* [WHAT IS REQUIRED]: Which of the lines below mention the word "Κοκογκίνη"? Pull each one out.

:: INFORMATION SUPPLIED ::

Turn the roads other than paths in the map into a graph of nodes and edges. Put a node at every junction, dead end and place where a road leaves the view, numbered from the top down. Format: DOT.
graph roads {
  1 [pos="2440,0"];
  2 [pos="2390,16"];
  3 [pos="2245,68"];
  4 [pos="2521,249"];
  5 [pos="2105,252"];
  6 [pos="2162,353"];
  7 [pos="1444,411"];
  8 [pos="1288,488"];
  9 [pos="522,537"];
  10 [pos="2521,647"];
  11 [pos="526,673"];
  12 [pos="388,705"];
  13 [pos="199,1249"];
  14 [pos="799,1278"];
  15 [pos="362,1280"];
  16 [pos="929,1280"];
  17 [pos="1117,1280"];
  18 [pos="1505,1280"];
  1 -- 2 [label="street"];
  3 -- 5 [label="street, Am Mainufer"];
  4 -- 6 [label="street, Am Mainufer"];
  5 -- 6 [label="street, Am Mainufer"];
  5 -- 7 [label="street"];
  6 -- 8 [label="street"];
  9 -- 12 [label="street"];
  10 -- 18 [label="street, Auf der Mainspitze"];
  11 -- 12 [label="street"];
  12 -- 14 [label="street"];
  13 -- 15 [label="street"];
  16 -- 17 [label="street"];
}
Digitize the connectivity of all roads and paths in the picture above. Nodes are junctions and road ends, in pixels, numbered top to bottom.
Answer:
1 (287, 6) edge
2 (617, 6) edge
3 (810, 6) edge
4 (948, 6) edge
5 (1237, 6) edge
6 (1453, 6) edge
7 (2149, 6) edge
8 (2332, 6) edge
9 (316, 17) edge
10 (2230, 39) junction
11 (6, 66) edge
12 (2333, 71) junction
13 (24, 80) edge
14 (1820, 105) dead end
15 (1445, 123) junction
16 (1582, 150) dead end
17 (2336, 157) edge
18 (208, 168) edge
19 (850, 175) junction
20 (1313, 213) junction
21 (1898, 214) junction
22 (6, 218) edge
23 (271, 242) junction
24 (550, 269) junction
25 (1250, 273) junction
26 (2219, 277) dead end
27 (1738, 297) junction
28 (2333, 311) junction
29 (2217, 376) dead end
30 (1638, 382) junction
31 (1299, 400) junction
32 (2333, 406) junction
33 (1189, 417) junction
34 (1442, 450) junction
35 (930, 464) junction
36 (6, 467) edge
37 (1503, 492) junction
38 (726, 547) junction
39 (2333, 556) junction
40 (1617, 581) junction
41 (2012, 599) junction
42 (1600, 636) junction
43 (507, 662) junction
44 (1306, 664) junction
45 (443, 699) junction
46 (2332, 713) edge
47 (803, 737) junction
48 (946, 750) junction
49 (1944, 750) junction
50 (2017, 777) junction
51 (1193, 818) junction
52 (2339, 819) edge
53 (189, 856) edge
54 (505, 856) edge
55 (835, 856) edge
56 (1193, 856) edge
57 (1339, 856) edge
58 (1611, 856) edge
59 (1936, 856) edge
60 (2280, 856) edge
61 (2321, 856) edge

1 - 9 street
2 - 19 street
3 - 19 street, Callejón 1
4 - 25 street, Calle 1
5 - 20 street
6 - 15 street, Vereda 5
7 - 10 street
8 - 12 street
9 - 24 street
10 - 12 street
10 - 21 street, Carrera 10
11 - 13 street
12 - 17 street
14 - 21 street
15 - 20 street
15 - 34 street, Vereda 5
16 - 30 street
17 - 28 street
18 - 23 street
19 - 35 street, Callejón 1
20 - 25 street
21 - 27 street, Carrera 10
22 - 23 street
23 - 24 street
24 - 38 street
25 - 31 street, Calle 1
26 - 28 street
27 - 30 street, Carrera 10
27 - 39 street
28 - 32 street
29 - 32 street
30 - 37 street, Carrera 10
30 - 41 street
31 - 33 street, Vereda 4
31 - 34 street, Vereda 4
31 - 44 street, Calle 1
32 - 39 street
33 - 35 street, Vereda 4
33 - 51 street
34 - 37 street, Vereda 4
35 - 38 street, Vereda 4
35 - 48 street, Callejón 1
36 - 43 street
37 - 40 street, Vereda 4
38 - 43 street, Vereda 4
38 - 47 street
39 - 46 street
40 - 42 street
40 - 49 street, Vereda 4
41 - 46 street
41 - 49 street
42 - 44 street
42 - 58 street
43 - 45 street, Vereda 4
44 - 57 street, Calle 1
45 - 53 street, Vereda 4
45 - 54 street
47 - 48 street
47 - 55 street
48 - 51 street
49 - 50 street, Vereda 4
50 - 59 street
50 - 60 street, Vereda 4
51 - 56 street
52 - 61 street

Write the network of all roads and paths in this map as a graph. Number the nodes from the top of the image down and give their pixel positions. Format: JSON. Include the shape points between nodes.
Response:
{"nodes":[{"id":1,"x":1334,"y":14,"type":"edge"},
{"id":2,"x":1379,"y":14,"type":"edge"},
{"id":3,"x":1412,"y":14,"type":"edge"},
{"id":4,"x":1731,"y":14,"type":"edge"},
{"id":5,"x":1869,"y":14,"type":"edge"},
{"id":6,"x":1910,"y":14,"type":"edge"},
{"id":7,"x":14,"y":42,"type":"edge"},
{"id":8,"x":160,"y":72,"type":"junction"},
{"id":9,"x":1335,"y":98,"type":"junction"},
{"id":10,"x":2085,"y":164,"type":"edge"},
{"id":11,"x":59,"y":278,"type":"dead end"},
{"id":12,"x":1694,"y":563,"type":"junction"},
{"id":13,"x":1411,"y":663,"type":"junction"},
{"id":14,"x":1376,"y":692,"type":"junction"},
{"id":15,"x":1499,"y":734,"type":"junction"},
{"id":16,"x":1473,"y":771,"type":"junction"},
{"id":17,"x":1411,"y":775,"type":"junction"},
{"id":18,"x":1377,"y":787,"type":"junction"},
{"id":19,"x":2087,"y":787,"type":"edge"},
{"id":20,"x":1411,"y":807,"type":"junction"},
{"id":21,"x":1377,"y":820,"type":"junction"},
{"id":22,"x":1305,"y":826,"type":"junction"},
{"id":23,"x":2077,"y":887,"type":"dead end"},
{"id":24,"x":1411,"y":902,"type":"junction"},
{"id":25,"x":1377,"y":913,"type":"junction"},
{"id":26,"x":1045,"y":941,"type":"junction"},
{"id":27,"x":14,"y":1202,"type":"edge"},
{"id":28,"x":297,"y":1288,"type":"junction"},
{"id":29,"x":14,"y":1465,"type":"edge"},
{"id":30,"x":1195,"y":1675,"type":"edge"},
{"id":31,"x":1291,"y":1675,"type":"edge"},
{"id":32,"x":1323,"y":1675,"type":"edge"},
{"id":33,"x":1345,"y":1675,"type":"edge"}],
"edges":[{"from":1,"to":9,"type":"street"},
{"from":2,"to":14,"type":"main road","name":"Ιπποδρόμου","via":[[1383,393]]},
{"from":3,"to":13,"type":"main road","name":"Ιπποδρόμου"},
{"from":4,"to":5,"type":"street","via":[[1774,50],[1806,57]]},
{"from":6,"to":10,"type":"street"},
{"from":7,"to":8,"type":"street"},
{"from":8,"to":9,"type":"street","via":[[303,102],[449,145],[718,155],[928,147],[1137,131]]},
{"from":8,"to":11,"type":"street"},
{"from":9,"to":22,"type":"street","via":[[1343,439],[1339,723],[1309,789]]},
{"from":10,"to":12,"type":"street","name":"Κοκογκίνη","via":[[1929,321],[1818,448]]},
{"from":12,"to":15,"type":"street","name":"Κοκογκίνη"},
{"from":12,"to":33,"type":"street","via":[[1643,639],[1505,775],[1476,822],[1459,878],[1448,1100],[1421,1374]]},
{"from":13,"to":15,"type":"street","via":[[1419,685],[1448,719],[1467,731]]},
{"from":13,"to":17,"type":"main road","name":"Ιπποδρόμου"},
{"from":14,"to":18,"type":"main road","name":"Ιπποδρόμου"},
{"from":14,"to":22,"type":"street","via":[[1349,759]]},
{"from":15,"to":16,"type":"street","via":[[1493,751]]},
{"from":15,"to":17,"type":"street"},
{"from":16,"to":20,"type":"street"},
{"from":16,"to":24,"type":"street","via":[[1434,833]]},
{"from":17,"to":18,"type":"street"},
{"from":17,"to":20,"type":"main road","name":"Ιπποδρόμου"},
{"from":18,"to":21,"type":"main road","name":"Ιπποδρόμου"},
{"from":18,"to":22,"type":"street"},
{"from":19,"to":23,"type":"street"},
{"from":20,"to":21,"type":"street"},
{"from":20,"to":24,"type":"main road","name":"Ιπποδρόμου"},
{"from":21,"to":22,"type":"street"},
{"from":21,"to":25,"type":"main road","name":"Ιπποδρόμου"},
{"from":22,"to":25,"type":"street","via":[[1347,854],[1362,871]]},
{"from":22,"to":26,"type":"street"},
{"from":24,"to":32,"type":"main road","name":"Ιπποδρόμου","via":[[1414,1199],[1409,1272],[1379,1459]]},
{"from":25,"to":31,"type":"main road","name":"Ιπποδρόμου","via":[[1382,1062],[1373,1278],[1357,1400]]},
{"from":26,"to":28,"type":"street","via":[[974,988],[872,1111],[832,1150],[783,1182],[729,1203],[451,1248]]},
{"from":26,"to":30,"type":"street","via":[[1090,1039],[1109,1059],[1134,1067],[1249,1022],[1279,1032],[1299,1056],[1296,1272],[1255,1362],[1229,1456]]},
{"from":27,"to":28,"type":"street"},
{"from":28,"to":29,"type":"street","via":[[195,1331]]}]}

:::

* [FINISHED EXERCISE]:
{"from":10,"to":12,"type":"street","name":"Κοκογκίνη","via":[[1929,321],[1818,448]]},
{"from":12,"to":15,"type":"street","name":"Κοκογκίνη"},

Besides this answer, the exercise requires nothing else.